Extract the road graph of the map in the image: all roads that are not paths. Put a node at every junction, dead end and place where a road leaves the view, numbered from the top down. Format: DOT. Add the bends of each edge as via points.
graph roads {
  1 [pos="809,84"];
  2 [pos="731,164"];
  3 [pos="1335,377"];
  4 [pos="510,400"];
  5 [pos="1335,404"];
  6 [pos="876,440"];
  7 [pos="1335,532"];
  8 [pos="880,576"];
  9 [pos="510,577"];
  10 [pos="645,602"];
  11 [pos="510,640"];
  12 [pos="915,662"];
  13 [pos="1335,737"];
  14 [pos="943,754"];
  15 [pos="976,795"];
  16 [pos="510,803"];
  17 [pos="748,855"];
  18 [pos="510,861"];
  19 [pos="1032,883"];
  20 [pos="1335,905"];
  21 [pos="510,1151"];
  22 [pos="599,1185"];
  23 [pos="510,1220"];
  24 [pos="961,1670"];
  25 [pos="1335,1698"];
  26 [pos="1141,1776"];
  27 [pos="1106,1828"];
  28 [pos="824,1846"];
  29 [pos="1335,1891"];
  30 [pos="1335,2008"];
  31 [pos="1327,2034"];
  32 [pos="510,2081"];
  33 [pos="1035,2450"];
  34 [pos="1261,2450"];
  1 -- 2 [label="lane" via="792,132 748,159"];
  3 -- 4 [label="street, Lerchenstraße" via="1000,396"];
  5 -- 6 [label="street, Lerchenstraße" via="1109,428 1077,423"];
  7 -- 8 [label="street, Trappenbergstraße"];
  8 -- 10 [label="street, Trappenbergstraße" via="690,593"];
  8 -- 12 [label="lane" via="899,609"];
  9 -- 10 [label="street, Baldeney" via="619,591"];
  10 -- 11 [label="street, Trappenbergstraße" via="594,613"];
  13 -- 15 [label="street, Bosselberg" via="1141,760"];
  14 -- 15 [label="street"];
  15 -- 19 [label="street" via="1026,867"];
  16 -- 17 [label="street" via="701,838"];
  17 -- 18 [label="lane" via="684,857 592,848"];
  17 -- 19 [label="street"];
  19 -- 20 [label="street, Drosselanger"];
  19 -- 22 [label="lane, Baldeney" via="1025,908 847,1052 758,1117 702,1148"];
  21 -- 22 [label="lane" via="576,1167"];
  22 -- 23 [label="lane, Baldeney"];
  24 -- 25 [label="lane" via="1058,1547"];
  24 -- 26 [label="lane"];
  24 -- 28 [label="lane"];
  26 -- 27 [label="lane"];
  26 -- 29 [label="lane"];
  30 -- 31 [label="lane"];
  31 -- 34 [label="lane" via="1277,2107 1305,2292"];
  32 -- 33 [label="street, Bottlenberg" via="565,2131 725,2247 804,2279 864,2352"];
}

☆ ☆ ☆ ☆

### [TASK PROMPT]
Return the entries above exactly as they were written.

### [ANSWER AREA]
Extract the road graph of the map in the image: all roads that are not paths. Put a node at every junction, dead end and place where a road leaves the view, numbered from the top down. Format: DOT. Add the bends of each edge as via points.
graph roads {
  1 [pos="809,84"];
  2 [pos="731,164"];
  3 [pos="1335,377"];
  4 [pos="510,400"];
  5 [pos="1335,404"];
  6 [pos="876,440"];
  7 [pos="1335,532"];
  8 [pos="880,576"];
  9 [pos="510,577"];
  10 [pos="645,602"];
  11 [pos="510,640"];
  12 [pos="915,662"];
  13 [pos="1335,737"];
  14 [pos="943,754"];
  15 [pos="976,795"];
  16 [pos="510,803"];
  17 [pos="748,855"];
  18 [pos="510,861"];
  19 [pos="1032,883"];
  20 [pos="1335,905"];
  21 [pos="510,1151"];
  22 [pos="599,1185"];
  23 [pos="510,1220"];
  24 [pos="961,1670"];
  25 [pos="1335,1698"];
  26 [pos="1141,1776"];
  27 [pos="1106,1828"];
  28 [pos="824,1846"];
  29 [pos="1335,1891"];
  30 [pos="1335,2008"];
  31 [pos="1327,2034"];
  32 [pos="510,2081"];
  33 [pos="1035,2450"];
  34 [pos="1261,2450"];
  1 -- 2 [label="lane" via="792,132 748,159"];
  3 -- 4 [label="street, Lerchenstraße" via="1000,396"];
  5 -- 6 [label="street, Lerchenstraße" via="1109,428 1077,423"];
  7 -- 8 [label="street, Trappenbergstraße"];
  8 -- 10 [label="street, Trappenbergstraße" via="690,593"];
  8 -- 12 [label="lane" via="899,609"];
  9 -- 10 [label="street, Baldeney" via="619,591"];
  10 -- 11 [label="street, Trappenbergstraße" via="594,613"];
  13 -- 15 [label="street, Bosselberg" via="1141,760"];
  14 -- 15 [label="street"];
  15 -- 19 [label="street" via="1026,867"];
  16 -- 17 [label="street" via="701,838"];
  17 -- 18 [label="lane" via="684,857 592,848"];
  17 -- 19 [label="street"];
  19 -- 20 [label="street, Drosselanger"];
  19 -- 22 [label="lane, Baldeney" via="1025,908 847,1052 758,1117 702,1148"];
  21 -- 22 [label="lane" via="576,1167"];
  22 -- 23 [label="lane, Baldeney"];
  24 -- 25 [label="lane" via="1058,1547"];
  24 -- 26 [label="lane"];
  24 -- 28 [label="lane"];
  26 -- 27 [label="lane"];
  26 -- 29 [label="lane"];
  30 -- 31 [label="lane"];
  31 -- 34 [label="lane" via="1277,2107 1305,2292"];
  32 -- 33 [label="street, Bottlenberg" via="565,2131 725,2247 804,2279 864,2352"];
}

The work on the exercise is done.